BEGIN Record excerpts

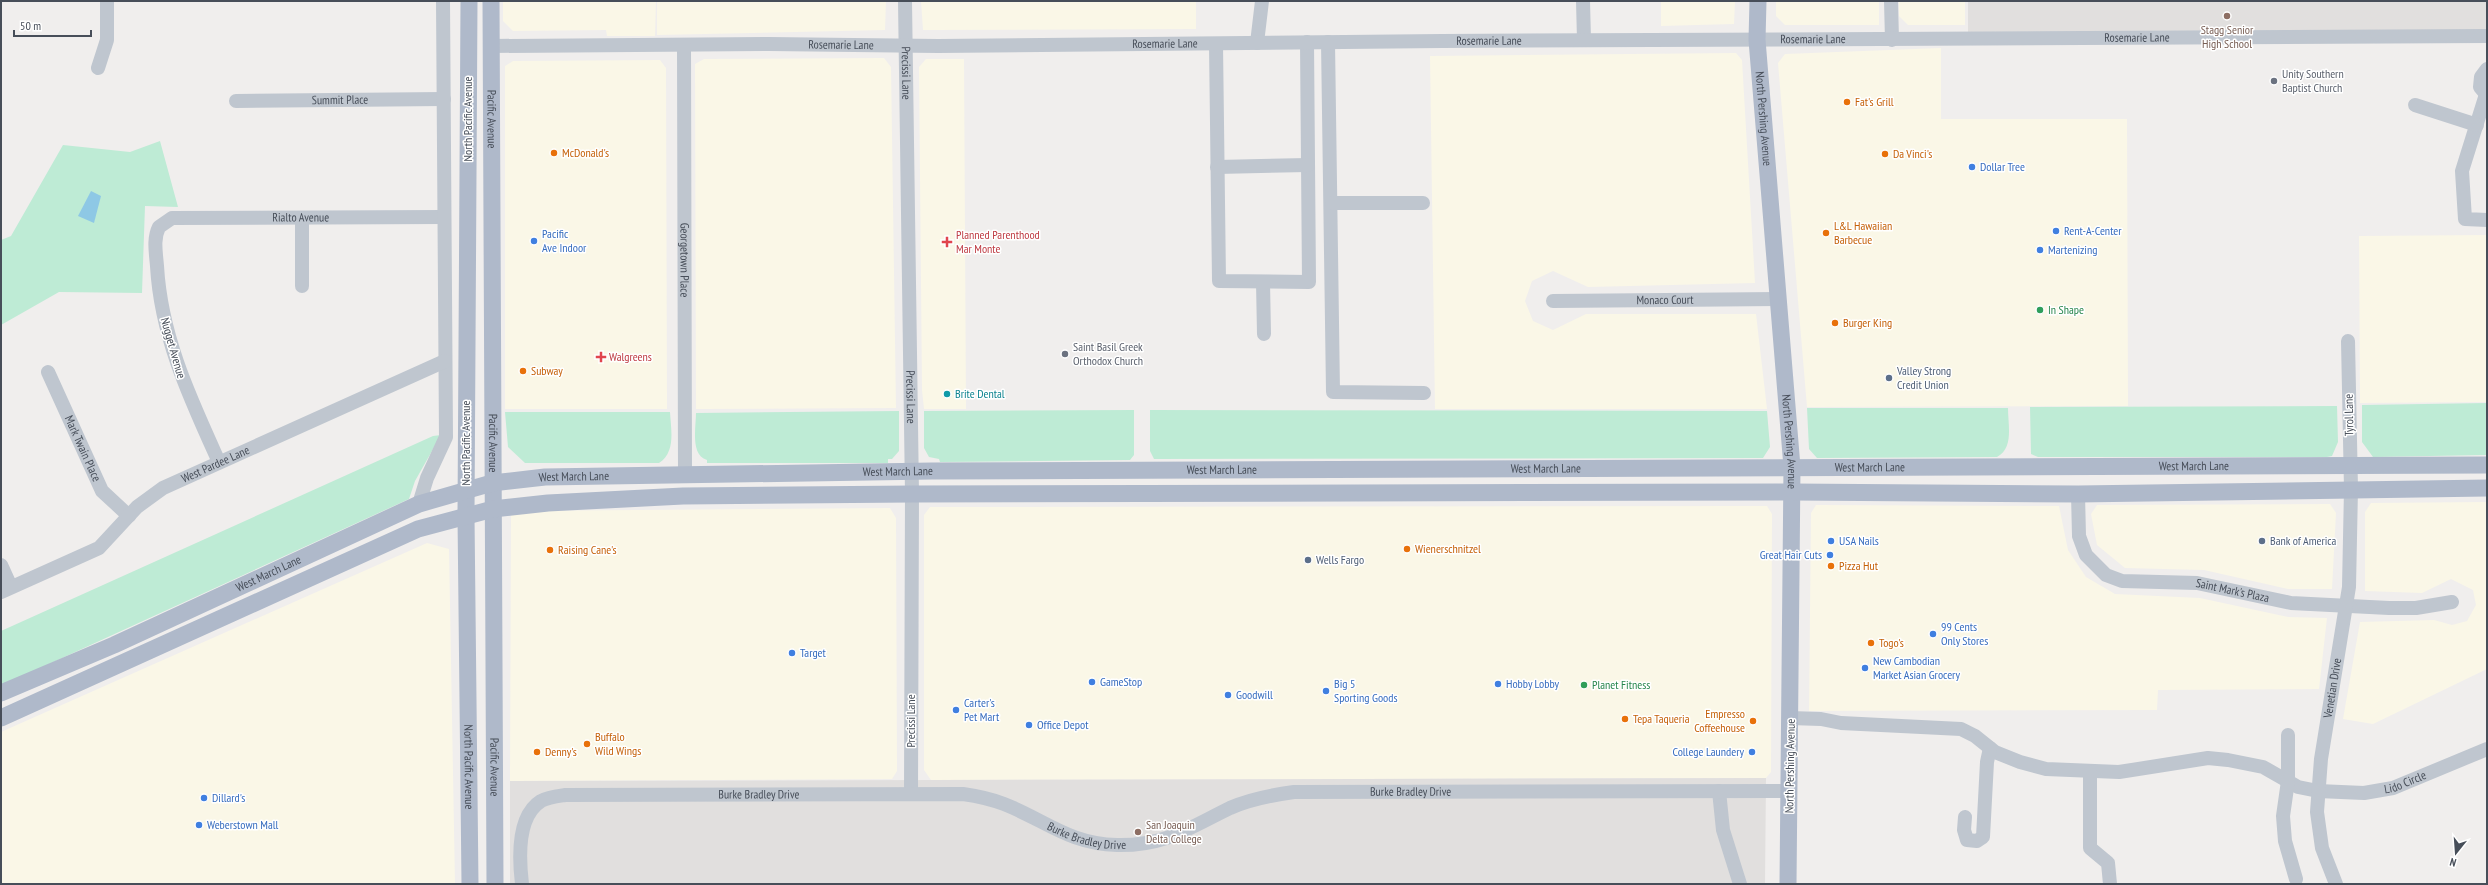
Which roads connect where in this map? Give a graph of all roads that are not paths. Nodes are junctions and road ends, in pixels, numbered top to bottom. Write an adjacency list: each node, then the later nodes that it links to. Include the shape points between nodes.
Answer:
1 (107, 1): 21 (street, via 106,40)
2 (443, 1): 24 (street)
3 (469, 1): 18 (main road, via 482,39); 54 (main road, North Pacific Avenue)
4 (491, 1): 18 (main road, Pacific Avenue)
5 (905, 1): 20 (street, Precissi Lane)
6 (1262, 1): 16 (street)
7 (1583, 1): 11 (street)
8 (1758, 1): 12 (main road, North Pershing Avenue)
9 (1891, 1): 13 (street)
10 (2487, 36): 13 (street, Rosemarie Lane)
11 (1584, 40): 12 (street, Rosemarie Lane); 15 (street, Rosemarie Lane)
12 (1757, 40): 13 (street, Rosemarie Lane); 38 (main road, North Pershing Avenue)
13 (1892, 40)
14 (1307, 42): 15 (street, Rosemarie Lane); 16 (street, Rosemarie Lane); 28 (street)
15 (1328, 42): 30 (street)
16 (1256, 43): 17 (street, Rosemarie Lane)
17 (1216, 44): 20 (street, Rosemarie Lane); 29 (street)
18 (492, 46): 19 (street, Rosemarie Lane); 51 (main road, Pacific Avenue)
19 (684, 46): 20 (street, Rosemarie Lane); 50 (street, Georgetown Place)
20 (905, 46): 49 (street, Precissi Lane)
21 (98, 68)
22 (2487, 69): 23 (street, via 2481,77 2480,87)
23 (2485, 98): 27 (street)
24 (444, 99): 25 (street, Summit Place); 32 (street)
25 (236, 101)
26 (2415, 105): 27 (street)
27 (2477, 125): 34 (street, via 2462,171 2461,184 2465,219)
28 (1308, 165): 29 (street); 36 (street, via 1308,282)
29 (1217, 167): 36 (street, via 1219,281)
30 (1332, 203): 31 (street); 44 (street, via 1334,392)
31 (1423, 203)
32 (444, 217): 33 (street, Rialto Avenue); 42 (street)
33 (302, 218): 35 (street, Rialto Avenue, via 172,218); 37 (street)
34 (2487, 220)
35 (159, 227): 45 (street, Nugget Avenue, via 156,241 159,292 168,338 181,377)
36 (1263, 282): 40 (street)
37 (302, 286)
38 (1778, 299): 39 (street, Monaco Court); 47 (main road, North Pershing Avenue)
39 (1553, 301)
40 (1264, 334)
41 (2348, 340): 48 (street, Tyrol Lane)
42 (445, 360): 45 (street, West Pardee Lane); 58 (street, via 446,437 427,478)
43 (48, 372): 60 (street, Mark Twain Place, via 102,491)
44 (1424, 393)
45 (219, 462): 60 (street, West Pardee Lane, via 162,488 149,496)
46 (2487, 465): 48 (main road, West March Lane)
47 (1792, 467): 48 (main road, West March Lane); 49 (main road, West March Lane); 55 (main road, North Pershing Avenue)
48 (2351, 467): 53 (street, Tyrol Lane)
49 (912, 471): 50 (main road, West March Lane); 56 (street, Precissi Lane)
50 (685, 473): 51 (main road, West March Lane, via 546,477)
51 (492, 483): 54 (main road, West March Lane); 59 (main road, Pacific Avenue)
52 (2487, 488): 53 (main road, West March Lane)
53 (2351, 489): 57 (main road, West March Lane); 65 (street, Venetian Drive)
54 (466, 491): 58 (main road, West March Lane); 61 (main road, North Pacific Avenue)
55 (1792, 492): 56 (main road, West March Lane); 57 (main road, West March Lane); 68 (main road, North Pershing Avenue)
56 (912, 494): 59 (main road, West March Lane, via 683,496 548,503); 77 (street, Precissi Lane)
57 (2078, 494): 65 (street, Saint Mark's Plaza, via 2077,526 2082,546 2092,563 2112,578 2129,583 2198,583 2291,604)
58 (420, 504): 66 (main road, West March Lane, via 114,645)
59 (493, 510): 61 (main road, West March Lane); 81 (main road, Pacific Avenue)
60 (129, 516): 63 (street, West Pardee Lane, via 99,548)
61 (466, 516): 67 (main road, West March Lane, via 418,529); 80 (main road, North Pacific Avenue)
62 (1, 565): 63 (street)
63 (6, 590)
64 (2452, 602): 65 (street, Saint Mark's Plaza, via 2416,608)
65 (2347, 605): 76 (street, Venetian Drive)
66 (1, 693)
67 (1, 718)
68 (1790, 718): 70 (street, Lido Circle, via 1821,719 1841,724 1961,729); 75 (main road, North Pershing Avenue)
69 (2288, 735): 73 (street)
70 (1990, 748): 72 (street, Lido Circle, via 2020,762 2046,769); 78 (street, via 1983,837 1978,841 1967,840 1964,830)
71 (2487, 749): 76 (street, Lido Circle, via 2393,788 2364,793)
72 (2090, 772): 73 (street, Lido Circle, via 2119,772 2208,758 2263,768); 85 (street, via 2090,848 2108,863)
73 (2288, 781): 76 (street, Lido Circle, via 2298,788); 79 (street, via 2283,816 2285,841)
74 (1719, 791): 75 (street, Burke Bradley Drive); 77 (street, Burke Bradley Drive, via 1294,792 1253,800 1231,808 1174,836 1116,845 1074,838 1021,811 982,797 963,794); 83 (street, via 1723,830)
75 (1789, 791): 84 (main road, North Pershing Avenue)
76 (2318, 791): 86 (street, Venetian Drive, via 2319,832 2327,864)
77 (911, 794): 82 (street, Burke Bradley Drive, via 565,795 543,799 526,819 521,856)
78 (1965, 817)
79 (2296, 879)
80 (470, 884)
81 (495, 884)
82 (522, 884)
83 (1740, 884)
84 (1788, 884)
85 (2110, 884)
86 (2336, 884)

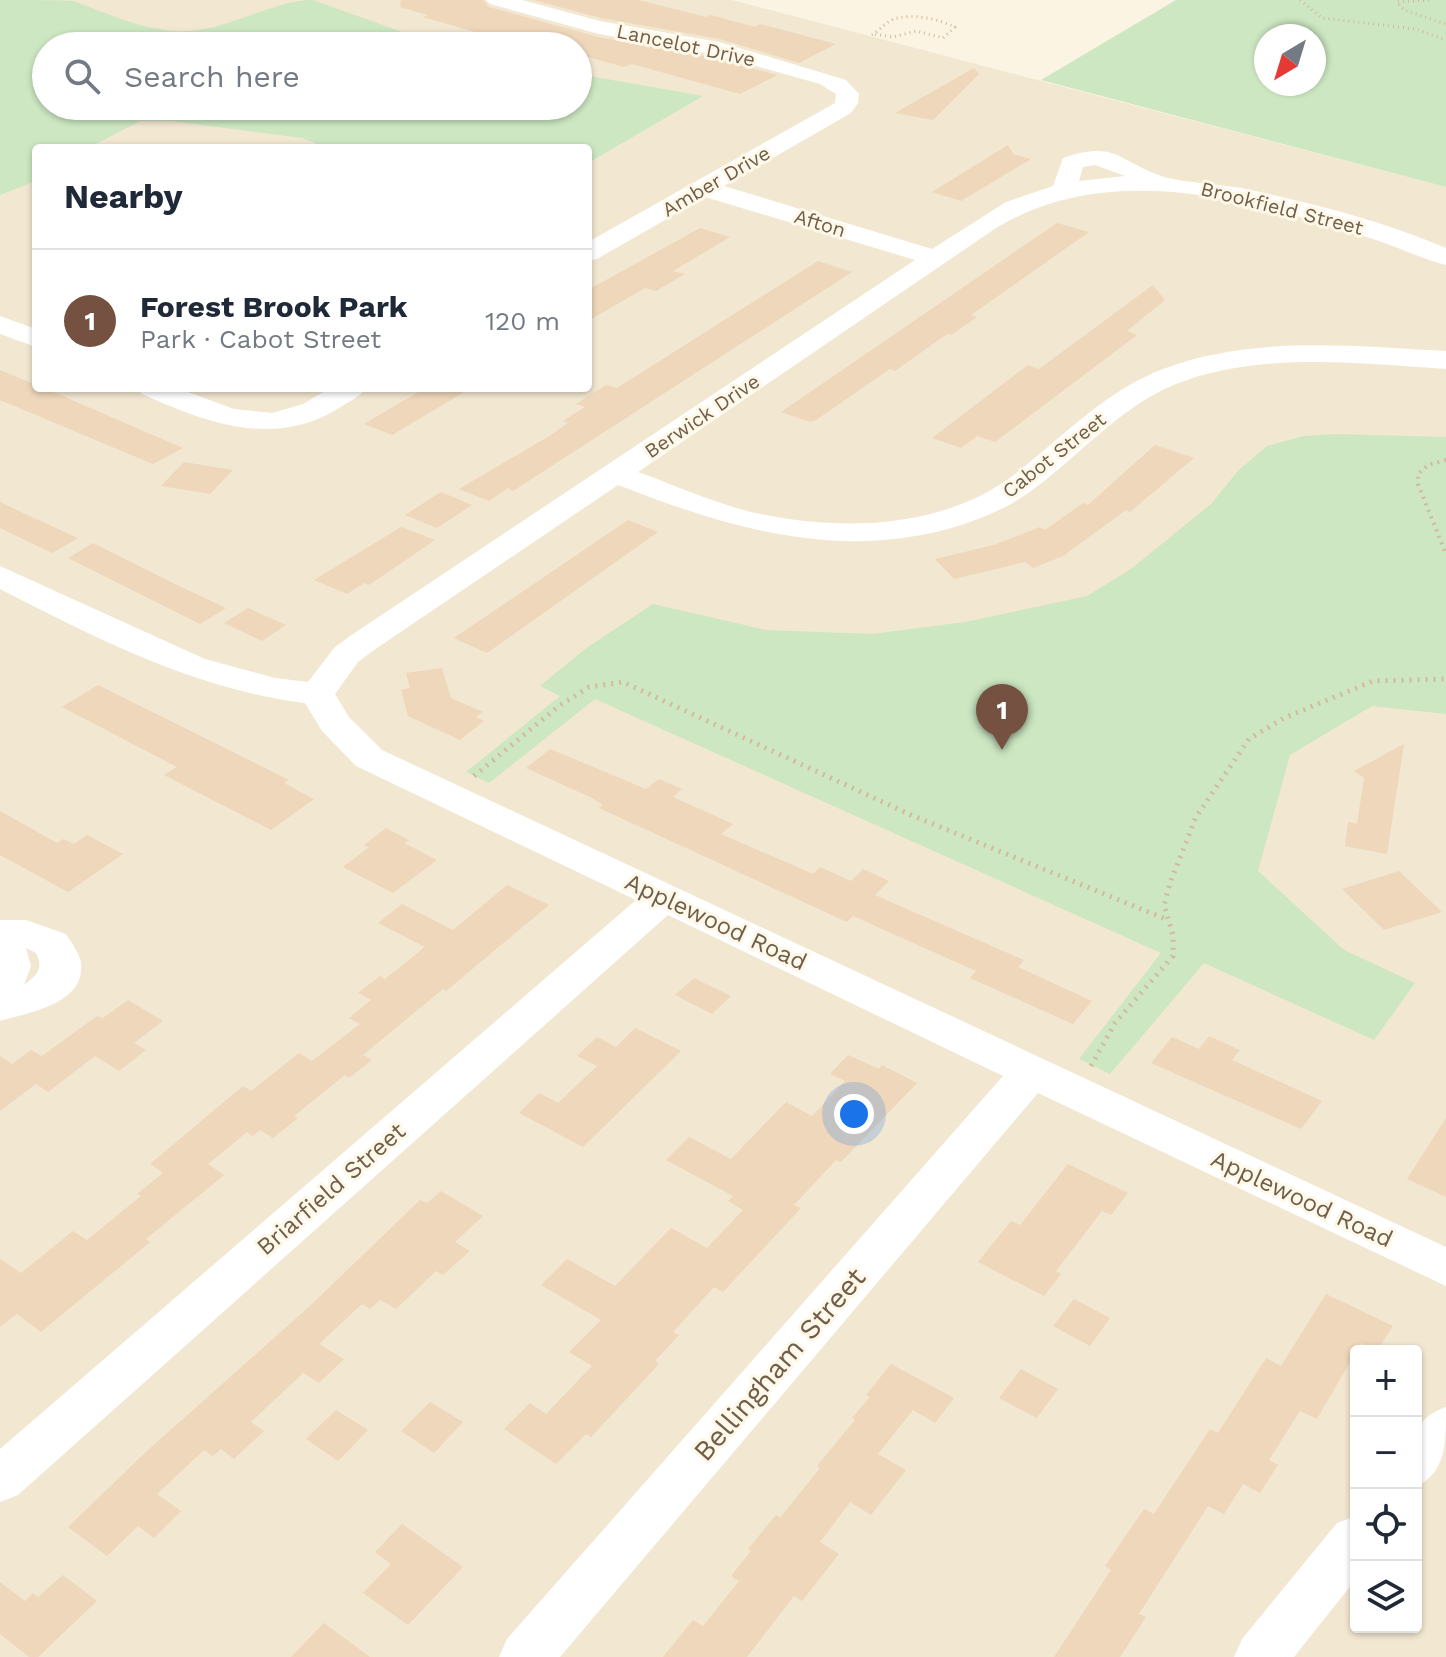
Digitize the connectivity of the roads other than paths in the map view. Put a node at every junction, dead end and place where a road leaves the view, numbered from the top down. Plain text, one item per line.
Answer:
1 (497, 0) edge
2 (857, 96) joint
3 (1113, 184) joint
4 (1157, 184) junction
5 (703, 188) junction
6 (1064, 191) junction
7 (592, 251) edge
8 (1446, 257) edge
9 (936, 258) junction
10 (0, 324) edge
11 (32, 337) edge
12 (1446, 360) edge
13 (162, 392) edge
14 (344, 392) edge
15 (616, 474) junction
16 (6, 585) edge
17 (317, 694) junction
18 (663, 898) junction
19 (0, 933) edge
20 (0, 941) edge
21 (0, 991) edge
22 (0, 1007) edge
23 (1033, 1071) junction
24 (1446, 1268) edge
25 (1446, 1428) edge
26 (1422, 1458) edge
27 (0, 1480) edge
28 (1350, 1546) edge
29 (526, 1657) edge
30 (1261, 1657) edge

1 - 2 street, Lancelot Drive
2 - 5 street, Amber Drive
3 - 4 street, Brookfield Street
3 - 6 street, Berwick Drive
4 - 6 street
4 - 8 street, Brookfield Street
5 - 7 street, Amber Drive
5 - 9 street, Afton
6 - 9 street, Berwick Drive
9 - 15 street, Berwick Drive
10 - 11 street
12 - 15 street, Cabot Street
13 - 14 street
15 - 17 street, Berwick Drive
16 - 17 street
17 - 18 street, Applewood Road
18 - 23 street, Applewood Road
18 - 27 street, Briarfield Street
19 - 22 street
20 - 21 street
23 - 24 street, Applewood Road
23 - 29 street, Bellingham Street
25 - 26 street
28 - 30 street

END Record excerpts

### Exercise description
The copy you produce must repeat all the entries exactly and contain no pictures.

### Exercise result
Which roads connect where in this map? Give a graph of all roads that are not paths. Nodes are junctions and road ends, in pixels, numbered top to bottom. Write an adjacency list: each node, then the later nodes that it links to. Include the shape points between nodes.
Answer:
1 (107, 1): 21 (street, via 106,40)
2 (443, 1): 24 (street)
3 (469, 1): 18 (main road, via 482,39); 54 (main road, North Pacific Avenue)
4 (491, 1): 18 (main road, Pacific Avenue)
5 (905, 1): 20 (street, Precissi Lane)
6 (1262, 1): 16 (street)
7 (1583, 1): 11 (street)
8 (1758, 1): 12 (main road, North Pershing Avenue)
9 (1891, 1): 13 (street)
10 (2487, 36): 13 (street, Rosemarie Lane)
11 (1584, 40): 12 (street, Rosemarie Lane); 15 (street, Rosemarie Lane)
12 (1757, 40): 13 (street, Rosemarie Lane); 38 (main road, North Pershing Avenue)
13 (1892, 40)
14 (1307, 42): 15 (street, Rosemarie Lane); 16 (street, Rosemarie Lane); 28 (street)
15 (1328, 42): 30 (street)
16 (1256, 43): 17 (street, Rosemarie Lane)
17 (1216, 44): 20 (street, Rosemarie Lane); 29 (street)
18 (492, 46): 19 (street, Rosemarie Lane); 51 (main road, Pacific Avenue)
19 (684, 46): 20 (street, Rosemarie Lane); 50 (street, Georgetown Place)
20 (905, 46): 49 (street, Precissi Lane)
21 (98, 68)
22 (2487, 69): 23 (street, via 2481,77 2480,87)
23 (2485, 98): 27 (street)
24 (444, 99): 25 (street, Summit Place); 32 (street)
25 (236, 101)
26 (2415, 105): 27 (street)
27 (2477, 125): 34 (street, via 2462,171 2461,184 2465,219)
28 (1308, 165): 29 (street); 36 (street, via 1308,282)
29 (1217, 167): 36 (street, via 1219,281)
30 (1332, 203): 31 (street); 44 (street, via 1334,392)
31 (1423, 203)
32 (444, 217): 33 (street, Rialto Avenue); 42 (street)
33 (302, 218): 35 (street, Rialto Avenue, via 172,218); 37 (street)
34 (2487, 220)
35 (159, 227): 45 (street, Nugget Avenue, via 156,241 159,292 168,338 181,377)
36 (1263, 282): 40 (street)
37 (302, 286)
38 (1778, 299): 39 (street, Monaco Court); 47 (main road, North Pershing Avenue)
39 (1553, 301)
40 (1264, 334)
41 (2348, 340): 48 (street, Tyrol Lane)
42 (445, 360): 45 (street, West Pardee Lane); 58 (street, via 446,437 427,478)
43 (48, 372): 60 (street, Mark Twain Place, via 102,491)
44 (1424, 393)
45 (219, 462): 60 (street, West Pardee Lane, via 162,488 149,496)
46 (2487, 465): 48 (main road, West March Lane)
47 (1792, 467): 48 (main road, West March Lane); 49 (main road, West March Lane); 55 (main road, North Pershing Avenue)
48 (2351, 467): 53 (street, Tyrol Lane)
49 (912, 471): 50 (main road, West March Lane); 56 (street, Precissi Lane)
50 (685, 473): 51 (main road, West March Lane, via 546,477)
51 (492, 483): 54 (main road, West March Lane); 59 (main road, Pacific Avenue)
52 (2487, 488): 53 (main road, West March Lane)
53 (2351, 489): 57 (main road, West March Lane); 65 (street, Venetian Drive)
54 (466, 491): 58 (main road, West March Lane); 61 (main road, North Pacific Avenue)
55 (1792, 492): 56 (main road, West March Lane); 57 (main road, West March Lane); 68 (main road, North Pershing Avenue)
56 (912, 494): 59 (main road, West March Lane, via 683,496 548,503); 77 (street, Precissi Lane)
57 (2078, 494): 65 (street, Saint Mark's Plaza, via 2077,526 2082,546 2092,563 2112,578 2129,583 2198,583 2291,604)
58 (420, 504): 66 (main road, West March Lane, via 114,645)
59 (493, 510): 61 (main road, West March Lane); 81 (main road, Pacific Avenue)
60 (129, 516): 63 (street, West Pardee Lane, via 99,548)
61 (466, 516): 67 (main road, West March Lane, via 418,529); 80 (main road, North Pacific Avenue)
62 (1, 565): 63 (street)
63 (6, 590)
64 (2452, 602): 65 (street, Saint Mark's Plaza, via 2416,608)
65 (2347, 605): 76 (street, Venetian Drive)
66 (1, 693)
67 (1, 718)
68 (1790, 718): 70 (street, Lido Circle, via 1821,719 1841,724 1961,729); 75 (main road, North Pershing Avenue)
69 (2288, 735): 73 (street)
70 (1990, 748): 72 (street, Lido Circle, via 2020,762 2046,769); 78 (street, via 1983,837 1978,841 1967,840 1964,830)
71 (2487, 749): 76 (street, Lido Circle, via 2393,788 2364,793)
72 (2090, 772): 73 (street, Lido Circle, via 2119,772 2208,758 2263,768); 85 (street, via 2090,848 2108,863)
73 (2288, 781): 76 (street, Lido Circle, via 2298,788); 79 (street, via 2283,816 2285,841)
74 (1719, 791): 75 (street, Burke Bradley Drive); 77 (street, Burke Bradley Drive, via 1294,792 1253,800 1231,808 1174,836 1116,845 1074,838 1021,811 982,797 963,794); 83 (street, via 1723,830)
75 (1789, 791): 84 (main road, North Pershing Avenue)
76 (2318, 791): 86 (street, Venetian Drive, via 2319,832 2327,864)
77 (911, 794): 82 (street, Burke Bradley Drive, via 565,795 543,799 526,819 521,856)
78 (1965, 817)
79 (2296, 879)
80 (470, 884)
81 (495, 884)
82 (522, 884)
83 (1740, 884)
84 (1788, 884)
85 (2110, 884)
86 (2336, 884)

Digitize the connectivity of the roads other than paths in the map view. Put a node at every junction, dead end and place where a road leaves the view, numbered from the top down. Plain text, one item per line.
Answer:
1 (497, 0) edge
2 (857, 96) joint
3 (1113, 184) joint
4 (1157, 184) junction
5 (703, 188) junction
6 (1064, 191) junction
7 (592, 251) edge
8 (1446, 257) edge
9 (936, 258) junction
10 (0, 324) edge
11 (32, 337) edge
12 (1446, 360) edge
13 (162, 392) edge
14 (344, 392) edge
15 (616, 474) junction
16 (6, 585) edge
17 (317, 694) junction
18 (663, 898) junction
19 (0, 933) edge
20 (0, 941) edge
21 (0, 991) edge
22 (0, 1007) edge
23 (1033, 1071) junction
24 (1446, 1268) edge
25 (1446, 1428) edge
26 (1422, 1458) edge
27 (0, 1480) edge
28 (1350, 1546) edge
29 (526, 1657) edge
30 (1261, 1657) edge

1 - 2 street, Lancelot Drive
2 - 5 street, Amber Drive
3 - 4 street, Brookfield Street
3 - 6 street, Berwick Drive
4 - 6 street
4 - 8 street, Brookfield Street
5 - 7 street, Amber Drive
5 - 9 street, Afton
6 - 9 street, Berwick Drive
9 - 15 street, Berwick Drive
10 - 11 street
12 - 15 street, Cabot Street
13 - 14 street
15 - 17 street, Berwick Drive
16 - 17 street
17 - 18 street, Applewood Road
18 - 23 street, Applewood Road
18 - 27 street, Briarfield Street
19 - 22 street
20 - 21 street
23 - 24 street, Applewood Road
23 - 29 street, Bellingham Street
25 - 26 street
28 - 30 street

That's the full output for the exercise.